[TASK INPUTS — start]
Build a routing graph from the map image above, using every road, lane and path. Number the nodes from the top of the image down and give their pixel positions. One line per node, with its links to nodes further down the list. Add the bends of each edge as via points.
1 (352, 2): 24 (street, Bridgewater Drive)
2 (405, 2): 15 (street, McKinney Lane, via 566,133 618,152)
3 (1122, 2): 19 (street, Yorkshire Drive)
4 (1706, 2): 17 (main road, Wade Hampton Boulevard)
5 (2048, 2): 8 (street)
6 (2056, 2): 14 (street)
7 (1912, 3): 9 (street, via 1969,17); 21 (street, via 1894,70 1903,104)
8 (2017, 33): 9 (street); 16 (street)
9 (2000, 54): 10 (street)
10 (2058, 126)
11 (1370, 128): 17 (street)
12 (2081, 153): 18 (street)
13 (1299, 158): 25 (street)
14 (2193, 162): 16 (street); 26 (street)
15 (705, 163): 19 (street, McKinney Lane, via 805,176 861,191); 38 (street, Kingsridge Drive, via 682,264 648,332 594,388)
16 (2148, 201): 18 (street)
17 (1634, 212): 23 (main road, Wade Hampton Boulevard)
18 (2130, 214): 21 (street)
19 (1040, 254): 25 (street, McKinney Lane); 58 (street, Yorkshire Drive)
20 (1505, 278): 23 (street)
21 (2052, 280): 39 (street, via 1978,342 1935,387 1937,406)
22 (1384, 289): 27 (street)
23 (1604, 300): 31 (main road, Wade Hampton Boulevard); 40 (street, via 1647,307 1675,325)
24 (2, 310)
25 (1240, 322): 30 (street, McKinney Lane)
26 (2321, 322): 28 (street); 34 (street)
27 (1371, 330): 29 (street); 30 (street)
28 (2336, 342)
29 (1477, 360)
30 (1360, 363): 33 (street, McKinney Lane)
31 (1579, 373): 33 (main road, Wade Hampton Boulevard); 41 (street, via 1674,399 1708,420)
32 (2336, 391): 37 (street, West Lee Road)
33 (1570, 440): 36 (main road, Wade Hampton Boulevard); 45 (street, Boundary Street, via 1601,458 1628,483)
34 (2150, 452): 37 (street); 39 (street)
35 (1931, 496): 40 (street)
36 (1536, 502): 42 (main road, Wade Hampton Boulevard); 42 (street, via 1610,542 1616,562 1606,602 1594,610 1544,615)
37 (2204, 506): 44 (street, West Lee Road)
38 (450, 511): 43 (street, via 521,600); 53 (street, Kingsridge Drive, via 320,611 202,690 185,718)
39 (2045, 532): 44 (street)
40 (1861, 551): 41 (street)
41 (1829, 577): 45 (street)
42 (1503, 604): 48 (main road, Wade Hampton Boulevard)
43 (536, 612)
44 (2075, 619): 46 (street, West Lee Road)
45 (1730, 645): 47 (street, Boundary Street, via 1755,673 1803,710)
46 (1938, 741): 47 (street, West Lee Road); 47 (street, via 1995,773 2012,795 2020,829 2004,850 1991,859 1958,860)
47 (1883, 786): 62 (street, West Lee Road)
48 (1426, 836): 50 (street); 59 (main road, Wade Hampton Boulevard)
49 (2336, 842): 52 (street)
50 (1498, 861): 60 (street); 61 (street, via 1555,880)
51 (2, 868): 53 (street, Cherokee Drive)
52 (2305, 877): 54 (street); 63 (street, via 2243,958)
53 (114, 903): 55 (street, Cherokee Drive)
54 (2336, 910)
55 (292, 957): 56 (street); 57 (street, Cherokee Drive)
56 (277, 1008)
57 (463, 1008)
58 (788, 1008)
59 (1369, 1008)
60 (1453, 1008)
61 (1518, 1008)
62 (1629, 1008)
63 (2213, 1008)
[TASK INPUTS — finish]
EXERCISE DETAILS
The listing above should be returned in full, exactly as shown.

ANSWER SECTION
Build a routing graph from the map image above, using every road, lane and path. Number the nodes from the top of the image down and give their pixel positions. One line per node, with its links to nodes further down the list. Add the bends of each edge as via points.
1 (352, 2): 24 (street, Bridgewater Drive)
2 (405, 2): 15 (street, McKinney Lane, via 566,133 618,152)
3 (1122, 2): 19 (street, Yorkshire Drive)
4 (1706, 2): 17 (main road, Wade Hampton Boulevard)
5 (2048, 2): 8 (street)
6 (2056, 2): 14 (street)
7 (1912, 3): 9 (street, via 1969,17); 21 (street, via 1894,70 1903,104)
8 (2017, 33): 9 (street); 16 (street)
9 (2000, 54): 10 (street)
10 (2058, 126)
11 (1370, 128): 17 (street)
12 (2081, 153): 18 (street)
13 (1299, 158): 25 (street)
14 (2193, 162): 16 (street); 26 (street)
15 (705, 163): 19 (street, McKinney Lane, via 805,176 861,191); 38 (street, Kingsridge Drive, via 682,264 648,332 594,388)
16 (2148, 201): 18 (street)
17 (1634, 212): 23 (main road, Wade Hampton Boulevard)
18 (2130, 214): 21 (street)
19 (1040, 254): 25 (street, McKinney Lane); 58 (street, Yorkshire Drive)
20 (1505, 278): 23 (street)
21 (2052, 280): 39 (street, via 1978,342 1935,387 1937,406)
22 (1384, 289): 27 (street)
23 (1604, 300): 31 (main road, Wade Hampton Boulevard); 40 (street, via 1647,307 1675,325)
24 (2, 310)
25 (1240, 322): 30 (street, McKinney Lane)
26 (2321, 322): 28 (street); 34 (street)
27 (1371, 330): 29 (street); 30 (street)
28 (2336, 342)
29 (1477, 360)
30 (1360, 363): 33 (street, McKinney Lane)
31 (1579, 373): 33 (main road, Wade Hampton Boulevard); 41 (street, via 1674,399 1708,420)
32 (2336, 391): 37 (street, West Lee Road)
33 (1570, 440): 36 (main road, Wade Hampton Boulevard); 45 (street, Boundary Street, via 1601,458 1628,483)
34 (2150, 452): 37 (street); 39 (street)
35 (1931, 496): 40 (street)
36 (1536, 502): 42 (main road, Wade Hampton Boulevard); 42 (street, via 1610,542 1616,562 1606,602 1594,610 1544,615)
37 (2204, 506): 44 (street, West Lee Road)
38 (450, 511): 43 (street, via 521,600); 53 (street, Kingsridge Drive, via 320,611 202,690 185,718)
39 (2045, 532): 44 (street)
40 (1861, 551): 41 (street)
41 (1829, 577): 45 (street)
42 (1503, 604): 48 (main road, Wade Hampton Boulevard)
43 (536, 612)
44 (2075, 619): 46 (street, West Lee Road)
45 (1730, 645): 47 (street, Boundary Street, via 1755,673 1803,710)
46 (1938, 741): 47 (street, West Lee Road); 47 (street, via 1995,773 2012,795 2020,829 2004,850 1991,859 1958,860)
47 (1883, 786): 62 (street, West Lee Road)
48 (1426, 836): 50 (street); 59 (main road, Wade Hampton Boulevard)
49 (2336, 842): 52 (street)
50 (1498, 861): 60 (street); 61 (street, via 1555,880)
51 (2, 868): 53 (street, Cherokee Drive)
52 (2305, 877): 54 (street); 63 (street, via 2243,958)
53 (114, 903): 55 (street, Cherokee Drive)
54 (2336, 910)
55 (292, 957): 56 (street); 57 (street, Cherokee Drive)
56 (277, 1008)
57 (463, 1008)
58 (788, 1008)
59 (1369, 1008)
60 (1453, 1008)
61 (1518, 1008)
62 (1629, 1008)
63 (2213, 1008)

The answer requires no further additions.